→ **PROBLEM REQUIREMENTS**
Only the lines below starting at the one containing "index dip: (875, 912)" and ending at the one containing "pinky tip: (1280, 942)" belong in the answer, each copied exactly.

→ **ENTRIES SHOWN**
[Start of section]

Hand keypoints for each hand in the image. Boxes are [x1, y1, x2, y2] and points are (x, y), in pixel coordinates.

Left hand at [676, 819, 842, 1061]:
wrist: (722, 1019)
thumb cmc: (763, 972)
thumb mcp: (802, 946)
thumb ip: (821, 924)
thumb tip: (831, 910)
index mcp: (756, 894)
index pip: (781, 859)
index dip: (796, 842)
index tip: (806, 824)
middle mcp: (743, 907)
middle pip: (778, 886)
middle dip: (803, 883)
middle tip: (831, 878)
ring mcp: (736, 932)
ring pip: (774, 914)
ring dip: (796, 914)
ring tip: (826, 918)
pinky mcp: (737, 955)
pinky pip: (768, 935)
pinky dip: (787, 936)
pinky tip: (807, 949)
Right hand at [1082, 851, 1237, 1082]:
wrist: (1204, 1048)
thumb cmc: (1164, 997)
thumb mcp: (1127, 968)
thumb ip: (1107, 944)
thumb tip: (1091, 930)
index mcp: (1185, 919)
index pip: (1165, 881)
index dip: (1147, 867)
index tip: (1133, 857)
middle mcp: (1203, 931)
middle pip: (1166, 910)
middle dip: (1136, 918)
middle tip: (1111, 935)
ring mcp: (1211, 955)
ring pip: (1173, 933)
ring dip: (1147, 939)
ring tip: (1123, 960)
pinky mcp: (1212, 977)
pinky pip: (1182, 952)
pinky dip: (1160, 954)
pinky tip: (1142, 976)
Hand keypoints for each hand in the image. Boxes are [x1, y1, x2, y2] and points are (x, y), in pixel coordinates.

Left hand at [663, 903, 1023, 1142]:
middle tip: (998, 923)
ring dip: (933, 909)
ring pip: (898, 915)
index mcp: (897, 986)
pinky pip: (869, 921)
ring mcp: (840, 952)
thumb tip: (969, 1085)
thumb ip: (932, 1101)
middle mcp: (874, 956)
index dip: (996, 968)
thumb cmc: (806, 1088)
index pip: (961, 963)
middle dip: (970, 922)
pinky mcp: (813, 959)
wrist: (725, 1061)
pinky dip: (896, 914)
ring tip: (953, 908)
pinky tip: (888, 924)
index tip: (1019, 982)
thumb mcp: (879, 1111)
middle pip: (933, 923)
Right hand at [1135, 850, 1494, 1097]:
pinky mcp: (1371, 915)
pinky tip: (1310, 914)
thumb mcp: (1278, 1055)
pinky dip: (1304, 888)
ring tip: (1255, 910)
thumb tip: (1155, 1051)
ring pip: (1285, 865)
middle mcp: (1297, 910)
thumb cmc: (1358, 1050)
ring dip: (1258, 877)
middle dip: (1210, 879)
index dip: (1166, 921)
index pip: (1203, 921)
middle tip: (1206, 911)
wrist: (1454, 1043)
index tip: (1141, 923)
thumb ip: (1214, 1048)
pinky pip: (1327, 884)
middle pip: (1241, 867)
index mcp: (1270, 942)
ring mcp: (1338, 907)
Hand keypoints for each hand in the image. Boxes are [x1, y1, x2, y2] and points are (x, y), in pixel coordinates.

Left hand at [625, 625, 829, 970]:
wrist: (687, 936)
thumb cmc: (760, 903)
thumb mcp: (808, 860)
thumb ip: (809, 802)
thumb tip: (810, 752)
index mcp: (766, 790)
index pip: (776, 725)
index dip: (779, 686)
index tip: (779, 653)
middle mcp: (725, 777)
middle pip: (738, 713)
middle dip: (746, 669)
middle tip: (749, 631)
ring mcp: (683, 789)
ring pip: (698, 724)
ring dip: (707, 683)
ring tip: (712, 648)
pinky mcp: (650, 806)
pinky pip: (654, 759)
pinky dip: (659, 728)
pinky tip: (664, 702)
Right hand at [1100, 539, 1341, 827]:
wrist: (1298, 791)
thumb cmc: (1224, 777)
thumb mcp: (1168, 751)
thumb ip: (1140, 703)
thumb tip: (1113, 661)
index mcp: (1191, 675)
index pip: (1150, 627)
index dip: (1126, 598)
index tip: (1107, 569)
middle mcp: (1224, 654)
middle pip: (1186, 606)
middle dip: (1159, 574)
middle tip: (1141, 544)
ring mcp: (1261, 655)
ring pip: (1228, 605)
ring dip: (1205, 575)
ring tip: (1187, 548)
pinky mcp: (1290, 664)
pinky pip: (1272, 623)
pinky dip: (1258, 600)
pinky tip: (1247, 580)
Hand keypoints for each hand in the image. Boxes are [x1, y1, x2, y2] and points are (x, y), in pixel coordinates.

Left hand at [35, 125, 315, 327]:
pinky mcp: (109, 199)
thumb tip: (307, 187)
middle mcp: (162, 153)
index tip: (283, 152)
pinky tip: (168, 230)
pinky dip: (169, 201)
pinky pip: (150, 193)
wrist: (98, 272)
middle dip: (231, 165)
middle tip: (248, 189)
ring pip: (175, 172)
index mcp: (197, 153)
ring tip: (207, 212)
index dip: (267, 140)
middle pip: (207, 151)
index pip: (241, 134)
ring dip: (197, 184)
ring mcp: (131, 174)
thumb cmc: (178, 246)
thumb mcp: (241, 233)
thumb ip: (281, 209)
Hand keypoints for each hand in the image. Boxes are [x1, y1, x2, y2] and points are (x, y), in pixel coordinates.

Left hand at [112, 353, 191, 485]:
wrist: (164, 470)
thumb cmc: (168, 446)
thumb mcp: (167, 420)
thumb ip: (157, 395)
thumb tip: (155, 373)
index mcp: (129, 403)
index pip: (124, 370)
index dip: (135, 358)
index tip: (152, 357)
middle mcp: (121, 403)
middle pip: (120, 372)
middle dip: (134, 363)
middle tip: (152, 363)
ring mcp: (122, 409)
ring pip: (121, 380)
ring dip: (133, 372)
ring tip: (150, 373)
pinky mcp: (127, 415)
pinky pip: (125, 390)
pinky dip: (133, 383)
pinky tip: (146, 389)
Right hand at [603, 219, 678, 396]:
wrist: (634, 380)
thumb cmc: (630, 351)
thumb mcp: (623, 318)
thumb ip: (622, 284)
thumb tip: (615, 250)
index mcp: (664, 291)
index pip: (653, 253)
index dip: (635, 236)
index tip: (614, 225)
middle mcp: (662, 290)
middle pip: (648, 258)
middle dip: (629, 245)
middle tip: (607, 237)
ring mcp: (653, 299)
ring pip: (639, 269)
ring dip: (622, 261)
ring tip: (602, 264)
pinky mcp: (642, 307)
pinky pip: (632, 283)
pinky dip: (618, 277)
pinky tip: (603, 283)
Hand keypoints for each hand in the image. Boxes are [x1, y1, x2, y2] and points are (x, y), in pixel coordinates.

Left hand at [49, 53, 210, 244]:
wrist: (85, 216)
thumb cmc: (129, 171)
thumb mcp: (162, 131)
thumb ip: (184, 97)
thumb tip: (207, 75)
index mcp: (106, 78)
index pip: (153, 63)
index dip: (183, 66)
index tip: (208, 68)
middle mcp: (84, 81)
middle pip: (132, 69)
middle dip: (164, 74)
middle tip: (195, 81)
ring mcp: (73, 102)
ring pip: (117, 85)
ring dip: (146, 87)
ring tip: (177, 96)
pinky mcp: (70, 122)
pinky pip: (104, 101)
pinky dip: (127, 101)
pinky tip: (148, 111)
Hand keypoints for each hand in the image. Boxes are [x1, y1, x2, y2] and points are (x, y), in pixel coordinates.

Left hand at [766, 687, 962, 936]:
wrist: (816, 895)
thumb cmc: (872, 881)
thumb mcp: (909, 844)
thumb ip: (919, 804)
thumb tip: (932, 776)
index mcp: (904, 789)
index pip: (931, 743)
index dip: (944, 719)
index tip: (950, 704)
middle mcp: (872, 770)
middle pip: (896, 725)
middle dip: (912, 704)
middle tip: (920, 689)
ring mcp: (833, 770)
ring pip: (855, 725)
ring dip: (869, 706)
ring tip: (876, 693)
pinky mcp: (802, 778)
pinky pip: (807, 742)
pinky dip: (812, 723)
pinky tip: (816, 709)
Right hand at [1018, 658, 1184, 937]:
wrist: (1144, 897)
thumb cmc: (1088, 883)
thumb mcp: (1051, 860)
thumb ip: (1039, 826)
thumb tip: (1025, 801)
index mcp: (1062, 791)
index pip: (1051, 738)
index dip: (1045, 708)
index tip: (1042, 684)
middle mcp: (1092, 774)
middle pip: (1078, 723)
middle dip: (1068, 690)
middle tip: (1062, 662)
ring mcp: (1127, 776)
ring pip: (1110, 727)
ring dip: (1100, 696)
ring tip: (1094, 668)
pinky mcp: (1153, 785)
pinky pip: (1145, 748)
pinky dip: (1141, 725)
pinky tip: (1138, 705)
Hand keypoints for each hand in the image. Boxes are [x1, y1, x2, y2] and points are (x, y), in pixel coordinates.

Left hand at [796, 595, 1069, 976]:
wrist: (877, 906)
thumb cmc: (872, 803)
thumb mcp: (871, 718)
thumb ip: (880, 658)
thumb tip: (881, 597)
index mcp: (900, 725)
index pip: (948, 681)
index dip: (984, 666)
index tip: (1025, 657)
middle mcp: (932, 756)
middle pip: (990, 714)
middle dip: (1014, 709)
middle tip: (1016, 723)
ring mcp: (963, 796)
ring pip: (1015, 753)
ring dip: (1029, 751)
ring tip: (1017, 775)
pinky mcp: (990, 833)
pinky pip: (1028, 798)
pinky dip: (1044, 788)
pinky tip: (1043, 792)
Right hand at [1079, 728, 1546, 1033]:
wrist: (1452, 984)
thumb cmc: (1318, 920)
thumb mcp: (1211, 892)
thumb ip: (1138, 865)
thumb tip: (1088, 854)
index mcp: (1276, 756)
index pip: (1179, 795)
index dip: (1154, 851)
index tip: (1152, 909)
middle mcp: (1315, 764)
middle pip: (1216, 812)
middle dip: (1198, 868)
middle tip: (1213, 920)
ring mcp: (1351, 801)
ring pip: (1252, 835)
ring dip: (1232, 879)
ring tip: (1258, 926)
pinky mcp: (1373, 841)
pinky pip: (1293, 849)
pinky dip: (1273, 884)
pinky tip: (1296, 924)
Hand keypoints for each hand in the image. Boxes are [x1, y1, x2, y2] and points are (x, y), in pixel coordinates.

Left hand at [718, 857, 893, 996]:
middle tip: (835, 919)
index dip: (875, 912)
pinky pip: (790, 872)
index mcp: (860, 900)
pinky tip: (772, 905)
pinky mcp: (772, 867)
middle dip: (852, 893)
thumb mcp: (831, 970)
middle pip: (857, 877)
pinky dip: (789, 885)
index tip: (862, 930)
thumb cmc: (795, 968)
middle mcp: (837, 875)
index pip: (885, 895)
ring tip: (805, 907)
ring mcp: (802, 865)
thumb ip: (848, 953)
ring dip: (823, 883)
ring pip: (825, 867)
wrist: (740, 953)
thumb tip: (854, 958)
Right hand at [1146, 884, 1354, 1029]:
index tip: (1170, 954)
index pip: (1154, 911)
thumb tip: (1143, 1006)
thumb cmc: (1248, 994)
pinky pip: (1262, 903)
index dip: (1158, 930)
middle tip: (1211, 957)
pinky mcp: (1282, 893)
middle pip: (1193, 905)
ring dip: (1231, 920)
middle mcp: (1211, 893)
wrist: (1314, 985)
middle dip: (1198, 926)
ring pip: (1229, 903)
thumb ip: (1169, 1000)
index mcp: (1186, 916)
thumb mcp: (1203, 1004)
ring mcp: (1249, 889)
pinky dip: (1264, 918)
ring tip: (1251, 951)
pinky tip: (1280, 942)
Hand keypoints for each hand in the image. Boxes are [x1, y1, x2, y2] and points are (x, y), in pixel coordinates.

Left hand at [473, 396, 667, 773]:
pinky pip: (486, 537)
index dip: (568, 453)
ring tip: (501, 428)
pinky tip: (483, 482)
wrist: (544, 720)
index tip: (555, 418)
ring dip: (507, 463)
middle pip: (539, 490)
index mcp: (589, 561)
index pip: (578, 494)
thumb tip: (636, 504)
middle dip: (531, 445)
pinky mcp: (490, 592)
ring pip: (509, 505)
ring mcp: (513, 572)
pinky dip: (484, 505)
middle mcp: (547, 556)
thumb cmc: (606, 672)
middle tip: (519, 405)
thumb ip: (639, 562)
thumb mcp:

[End of section]

→ **WRITTEN RESPONSE**
index dip: (875, 912)
pinky pip: (790, 872)
index mcp: (860, 900)
pinky tip: (772, 905)
pinky mcp: (772, 867)
middle dip: (852, 893)
thumb mcp: (831, 970)
middle pip: (857, 877)
pinky dip: (789, 885)
index tip: (862, 930)
thumb cmc: (795, 968)
middle mcp: (837, 875)
index pip: (885, 895)
ring tip: (805, 907)
ring mcp: (802, 865)
thumb ip: (848, 953)
ring dip: (823, 883)
ring pip: (825, 867)
wrist: (740, 953)
thumb tip: (854, 958)
Right hand at [1146, 884, 1354, 1029]:
index tip: (1170, 954)
index pip: (1154, 911)
thumb tip: (1143, 1006)
thumb cmc: (1248, 994)
pinky pip: (1262, 903)
index dip: (1158, 930)
middle tip: (1211, 957)
pinky mcp: (1282, 893)
middle pip: (1193, 905)
ring dip: (1231, 920)
middle mcp: (1211, 893)
wrist: (1314, 985)
middle dip: (1198, 926)
ring pip: (1229, 903)
thumb ip: (1169, 1000)
index mcp: (1186, 916)
thumb mcp: (1203, 1004)
ring mcp: (1249, 889)
pinky dip: (1264, 918)
ring tip: (1251, 951)
pinky tip: (1280, 942)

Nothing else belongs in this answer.